In 2016, the European Parliament adopted a set of provisions for the protection of personal data (General Data Protection Regulation/GDPR). Such data are the first and last name of an individual, his/her residential address as well as his/her email address. The identification of an individual can be achieved through these data. One way of ensuring the protection of personal data is anonymisation and pseudo-anonymisation, i.e. hiding or modifying the values of such data. The first step is of course to identify these data. This process can be achieved quickly and accurately by using natural language processing (NLP) tools that, among other things, identify named entities, i.e. names of individuals and other entities such as places, organisations, geopolitical organisations and even artwork titles.

Prokopis Prokopidis refers to technologies developed at the Institute for Language and Speech Processing which are related to anonymisation processes:

In recent years, there has been an increasing demand for accessibility to texts of various kinds as well as for the protection of personal data contained in these texts. For example, the anonymisation of judicial decisions can help to ensure that these decisions are both compatible with the GDPR and national legislation terms and accessible to any interested citizen.

ILSP/Athena RC develops automatic anonymisation solutions incorporating the Institute's NLP tools. One set of such NLP tools, based on cutting-edge technologies such as deep learning, is the ILSP Neural NLP Toolkit¹.The toolkit integrates modules for text segmentation, POS tagging, lemmatization, dependency parsing, text classification and named entity recognition.

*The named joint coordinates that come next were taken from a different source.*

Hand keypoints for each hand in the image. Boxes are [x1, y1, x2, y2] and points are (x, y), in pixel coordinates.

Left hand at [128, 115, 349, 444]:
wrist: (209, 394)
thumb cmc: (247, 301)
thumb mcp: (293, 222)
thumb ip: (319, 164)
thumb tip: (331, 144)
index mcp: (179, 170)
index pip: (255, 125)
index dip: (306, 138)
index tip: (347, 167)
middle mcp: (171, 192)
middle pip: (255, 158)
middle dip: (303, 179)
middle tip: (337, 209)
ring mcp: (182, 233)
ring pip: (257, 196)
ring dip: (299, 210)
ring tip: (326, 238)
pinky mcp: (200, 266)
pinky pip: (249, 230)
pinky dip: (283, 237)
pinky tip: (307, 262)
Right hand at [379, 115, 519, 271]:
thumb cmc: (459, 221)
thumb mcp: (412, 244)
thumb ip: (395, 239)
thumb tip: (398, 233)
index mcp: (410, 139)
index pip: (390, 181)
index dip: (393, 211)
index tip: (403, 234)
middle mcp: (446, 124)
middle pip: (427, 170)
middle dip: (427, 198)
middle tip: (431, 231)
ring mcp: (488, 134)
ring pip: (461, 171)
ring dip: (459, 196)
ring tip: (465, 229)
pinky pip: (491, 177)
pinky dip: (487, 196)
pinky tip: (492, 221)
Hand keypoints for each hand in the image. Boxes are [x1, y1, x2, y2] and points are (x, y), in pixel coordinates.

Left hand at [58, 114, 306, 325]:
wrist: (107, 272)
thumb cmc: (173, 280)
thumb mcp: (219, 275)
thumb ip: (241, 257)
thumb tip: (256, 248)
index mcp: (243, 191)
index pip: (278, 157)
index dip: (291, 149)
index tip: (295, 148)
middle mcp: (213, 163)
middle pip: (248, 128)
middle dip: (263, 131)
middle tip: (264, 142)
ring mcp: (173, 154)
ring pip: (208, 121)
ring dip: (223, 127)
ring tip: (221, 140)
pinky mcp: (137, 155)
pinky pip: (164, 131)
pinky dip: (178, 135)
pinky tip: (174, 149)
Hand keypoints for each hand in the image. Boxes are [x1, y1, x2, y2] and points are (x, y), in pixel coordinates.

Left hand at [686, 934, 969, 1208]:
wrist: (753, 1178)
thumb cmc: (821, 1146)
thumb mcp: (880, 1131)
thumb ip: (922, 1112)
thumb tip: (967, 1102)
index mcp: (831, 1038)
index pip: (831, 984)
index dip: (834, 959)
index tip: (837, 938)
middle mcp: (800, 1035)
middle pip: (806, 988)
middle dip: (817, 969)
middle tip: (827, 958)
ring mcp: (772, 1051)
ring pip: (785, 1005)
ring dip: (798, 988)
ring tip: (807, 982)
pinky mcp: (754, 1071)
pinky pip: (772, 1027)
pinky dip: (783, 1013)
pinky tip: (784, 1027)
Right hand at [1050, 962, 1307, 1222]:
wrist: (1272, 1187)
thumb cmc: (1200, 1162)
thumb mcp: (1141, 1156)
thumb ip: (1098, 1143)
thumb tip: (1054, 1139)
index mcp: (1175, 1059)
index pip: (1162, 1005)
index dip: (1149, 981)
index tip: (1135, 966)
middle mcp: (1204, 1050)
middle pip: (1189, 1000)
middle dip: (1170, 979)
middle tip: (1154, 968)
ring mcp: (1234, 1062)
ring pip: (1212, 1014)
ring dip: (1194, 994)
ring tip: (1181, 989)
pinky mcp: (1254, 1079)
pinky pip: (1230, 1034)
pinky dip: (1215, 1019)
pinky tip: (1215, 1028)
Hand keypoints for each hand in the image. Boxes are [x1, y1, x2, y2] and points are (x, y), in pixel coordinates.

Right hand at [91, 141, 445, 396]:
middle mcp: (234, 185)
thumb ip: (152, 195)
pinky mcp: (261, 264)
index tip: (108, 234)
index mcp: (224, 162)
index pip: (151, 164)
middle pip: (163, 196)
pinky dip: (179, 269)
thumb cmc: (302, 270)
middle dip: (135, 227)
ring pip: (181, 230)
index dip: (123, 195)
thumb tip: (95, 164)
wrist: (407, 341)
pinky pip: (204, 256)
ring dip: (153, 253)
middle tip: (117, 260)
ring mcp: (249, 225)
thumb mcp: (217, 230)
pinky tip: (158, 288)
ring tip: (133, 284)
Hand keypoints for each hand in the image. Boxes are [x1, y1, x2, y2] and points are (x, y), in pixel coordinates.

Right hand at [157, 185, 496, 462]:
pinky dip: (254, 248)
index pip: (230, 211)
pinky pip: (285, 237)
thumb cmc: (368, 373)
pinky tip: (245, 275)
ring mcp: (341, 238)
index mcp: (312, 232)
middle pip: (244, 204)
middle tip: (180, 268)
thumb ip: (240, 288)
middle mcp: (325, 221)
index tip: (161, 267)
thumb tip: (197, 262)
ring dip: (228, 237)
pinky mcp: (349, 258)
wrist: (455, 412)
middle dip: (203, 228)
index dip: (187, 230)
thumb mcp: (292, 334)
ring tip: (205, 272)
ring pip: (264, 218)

In the context of Named Entity (NE) recognition, two complementary approaches are used. The first approach is based on a NE recognition model trained with deep learning techniques on manually annotated data², according to an annotation scheme comprising of 18 NE categories such as PERSON (full name of an individual), ORG (organisations and companies), GPE/LOC/FAC (cities, countries, locations, names of buildings), etc. Τhe accuracy of NE recognition for the category of PERSON is 95%. The second approach relies on regular expressions rules for the identification of specific phrases related to street addresses, telephone numbers, IBANs, social security numbers, VAT numbers, court decisions, laws, e-mail accounts, URLs, etc.

ILSP implements anonymization solutions using automatic annotations generated from the toolkit and other NLP tools. In particular, automatic annotations from the stages of lemmatization and named entity recognition are taken into account. Thus, in court judgment texts, full names, previous judgments and addresses are annotated as candidate phrases for replacement with abbreviated forms and/or suspension points. Also, in certain contexts, the full names which correspond to specific categories of actors of a court case are not annotated. This occurs when they appear in appropriate contexts, for example, after words such as attorney and associate judge, which are automatically being lemmatized.

ILSP Neural NLP Toolkit is freely available for research purposes through CLARIN:EL under CLARIN:EL Terms of Service Licence. CLARIN:EL registered users can use it as a service as well through the CLARIN:EL Workflow Registry.

¹P. Prokopidis and S. Piperidis. 2020. A Neural NLP toolkit for Greek. In Proceedings of 11th Hellenic Conference on Artificial Intelligence.

²Bartziokas, Mavropoulos, and Kotropoulos. 2020. Datasets and Performance Metrics for Greek Named Entity Recognition. In Proceedings of the 11th Hellenic Conference on Artificial Intelligence.